-
Making Y8 more energy-efficient with a deglitcher
03/30/2019 at 18:54 • 0 commentsWhen you create you processor, you want it to work, then priorities shift to speed because the processor must be compared on its merits. Then... it's over, it's too late, the infernal bikeshedding machine is in motion and hard to steer.
One thing is sure, however : the industry has spent the last 15 years steering toward energy-efficiency, toward more MIPS per Watt and it's often overlooked in the early drafts for amateur designs. We don't care how much our pet machine will consume, since it won't run that long or that much. But efficiency is a staggering goal, even more than performance because today we have so much power at our fingertips. But think about this : if your processor runs 2× slower but uses 3× less energy, you are actually winning and you can put 2 or 3 processors in parallel easily.

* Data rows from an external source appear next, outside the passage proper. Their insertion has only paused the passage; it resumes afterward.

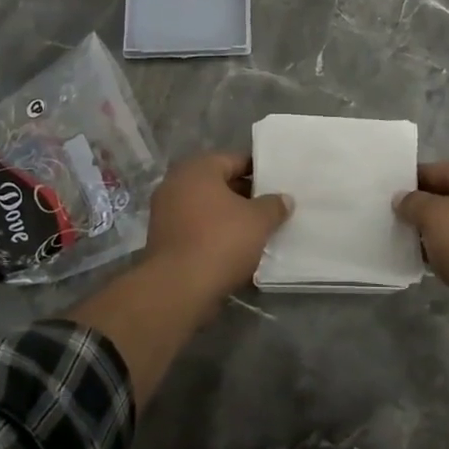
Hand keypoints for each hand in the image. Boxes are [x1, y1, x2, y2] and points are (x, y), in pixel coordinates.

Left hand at [143, 152, 292, 300]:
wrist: (178, 288)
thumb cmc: (220, 241)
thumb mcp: (258, 221)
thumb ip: (274, 205)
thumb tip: (284, 199)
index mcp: (198, 169)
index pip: (235, 160)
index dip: (259, 171)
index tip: (278, 184)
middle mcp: (176, 183)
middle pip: (219, 183)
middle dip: (245, 196)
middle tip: (271, 208)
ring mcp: (165, 212)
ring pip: (207, 208)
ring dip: (229, 217)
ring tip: (257, 230)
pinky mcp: (163, 239)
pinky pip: (196, 228)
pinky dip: (214, 234)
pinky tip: (235, 249)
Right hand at [395, 162, 448, 340]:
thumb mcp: (434, 216)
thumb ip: (413, 202)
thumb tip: (402, 199)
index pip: (444, 170)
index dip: (414, 178)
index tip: (388, 189)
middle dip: (421, 206)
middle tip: (390, 213)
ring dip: (431, 231)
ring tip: (400, 237)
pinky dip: (443, 251)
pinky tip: (421, 259)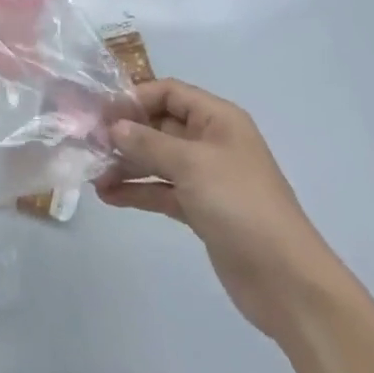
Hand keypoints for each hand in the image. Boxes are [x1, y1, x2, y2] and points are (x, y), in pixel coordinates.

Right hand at [97, 78, 347, 345]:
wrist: (285, 280)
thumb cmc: (240, 205)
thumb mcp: (192, 164)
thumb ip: (149, 143)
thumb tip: (114, 126)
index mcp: (218, 119)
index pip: (169, 93)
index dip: (135, 98)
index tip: (101, 114)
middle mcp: (211, 141)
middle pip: (160, 125)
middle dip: (126, 133)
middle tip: (88, 143)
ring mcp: (206, 178)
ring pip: (158, 160)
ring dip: (127, 164)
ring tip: (93, 174)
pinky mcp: (201, 210)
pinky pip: (162, 190)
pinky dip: (138, 191)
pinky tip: (109, 196)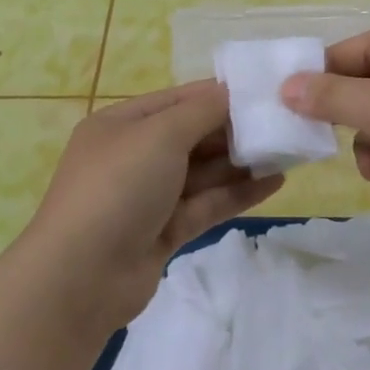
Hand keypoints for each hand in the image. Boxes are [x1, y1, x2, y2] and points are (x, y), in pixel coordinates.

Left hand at [13, 81, 282, 335]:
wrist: (81, 277)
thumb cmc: (118, 187)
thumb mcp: (160, 135)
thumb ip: (201, 111)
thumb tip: (230, 92)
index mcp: (121, 124)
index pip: (177, 99)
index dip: (218, 94)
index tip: (264, 91)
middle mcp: (133, 156)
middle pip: (191, 135)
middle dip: (234, 129)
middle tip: (284, 123)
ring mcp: (148, 196)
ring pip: (202, 172)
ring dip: (242, 161)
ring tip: (289, 150)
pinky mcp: (164, 232)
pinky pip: (206, 204)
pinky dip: (238, 192)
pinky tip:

Energy efficiency is not a significant goal for the #YGREC8, nor is performance, or else I wouldn't bother with a relay version. I don't expect the ASIC or FPGA version to run on a battery but you never know. It's never too early to build this into a design that is intended to be the basis for larger designs... And those designs will want to avoid using a heatsink.
Today, CMOS is the dominant technology and the initial target of my designs, either in FPGA or ASIC (the rest is for the lulz). Its consumption is proportional to three main parameters C-T-V :
- power supply Voltage (squared) : reducing the voltage is a simple and easy way to reduce the power, to a certain extent at least, because the out-of-range values will not allow the circuit to run fast (or at all).
- Capacitance : the gates of the transistors act like capacitors that must be charged and discharged. The capacitance drops as technologies shrink, which we can't control easily, but as a rule of thumb: the more transistors are toggled, the more they will consume. That's an interesting angle of attack...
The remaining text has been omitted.